* **Exercise**
Show each line of the records in which the word "paths" occurs.

* **Source information**
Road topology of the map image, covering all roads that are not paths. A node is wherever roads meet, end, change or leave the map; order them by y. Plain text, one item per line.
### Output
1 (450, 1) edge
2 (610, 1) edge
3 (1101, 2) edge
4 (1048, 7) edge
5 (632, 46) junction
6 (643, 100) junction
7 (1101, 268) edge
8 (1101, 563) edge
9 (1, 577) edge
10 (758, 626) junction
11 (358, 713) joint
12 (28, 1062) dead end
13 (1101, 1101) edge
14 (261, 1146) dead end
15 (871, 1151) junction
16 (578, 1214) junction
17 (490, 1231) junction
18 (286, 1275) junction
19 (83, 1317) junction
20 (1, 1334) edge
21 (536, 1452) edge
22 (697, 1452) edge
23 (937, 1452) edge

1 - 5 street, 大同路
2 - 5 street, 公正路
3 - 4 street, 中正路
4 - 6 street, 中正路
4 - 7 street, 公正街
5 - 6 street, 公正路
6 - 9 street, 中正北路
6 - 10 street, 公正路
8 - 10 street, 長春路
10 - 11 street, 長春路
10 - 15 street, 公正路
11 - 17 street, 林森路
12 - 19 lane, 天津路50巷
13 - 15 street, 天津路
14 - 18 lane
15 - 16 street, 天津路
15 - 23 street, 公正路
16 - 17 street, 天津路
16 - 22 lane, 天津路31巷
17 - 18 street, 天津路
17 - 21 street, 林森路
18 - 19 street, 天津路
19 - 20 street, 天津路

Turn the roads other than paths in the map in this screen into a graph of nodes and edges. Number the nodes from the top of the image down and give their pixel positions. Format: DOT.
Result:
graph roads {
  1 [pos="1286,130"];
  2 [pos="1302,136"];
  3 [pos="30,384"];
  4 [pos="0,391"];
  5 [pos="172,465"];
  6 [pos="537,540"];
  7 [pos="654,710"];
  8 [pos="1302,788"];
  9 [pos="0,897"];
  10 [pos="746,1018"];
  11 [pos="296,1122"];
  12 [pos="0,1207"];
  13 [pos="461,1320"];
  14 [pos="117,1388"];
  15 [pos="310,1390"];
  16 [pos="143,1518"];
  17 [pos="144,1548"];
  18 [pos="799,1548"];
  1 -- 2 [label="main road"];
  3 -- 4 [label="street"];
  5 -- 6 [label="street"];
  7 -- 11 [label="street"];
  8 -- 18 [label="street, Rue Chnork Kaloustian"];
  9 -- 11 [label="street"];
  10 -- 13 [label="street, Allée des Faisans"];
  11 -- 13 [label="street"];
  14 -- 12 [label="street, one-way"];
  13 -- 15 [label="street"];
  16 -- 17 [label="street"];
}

* **Task response**
Road topology of the map image, covering all roads that are not paths. A node is wherever roads meet, end, change or leave the map; order them by y. Plain text, one item per line.
Turn the roads other than paths in the map in this screen into a graph of nodes and edges. Number the nodes from the top of the image down and give their pixel positions. Format: DOT.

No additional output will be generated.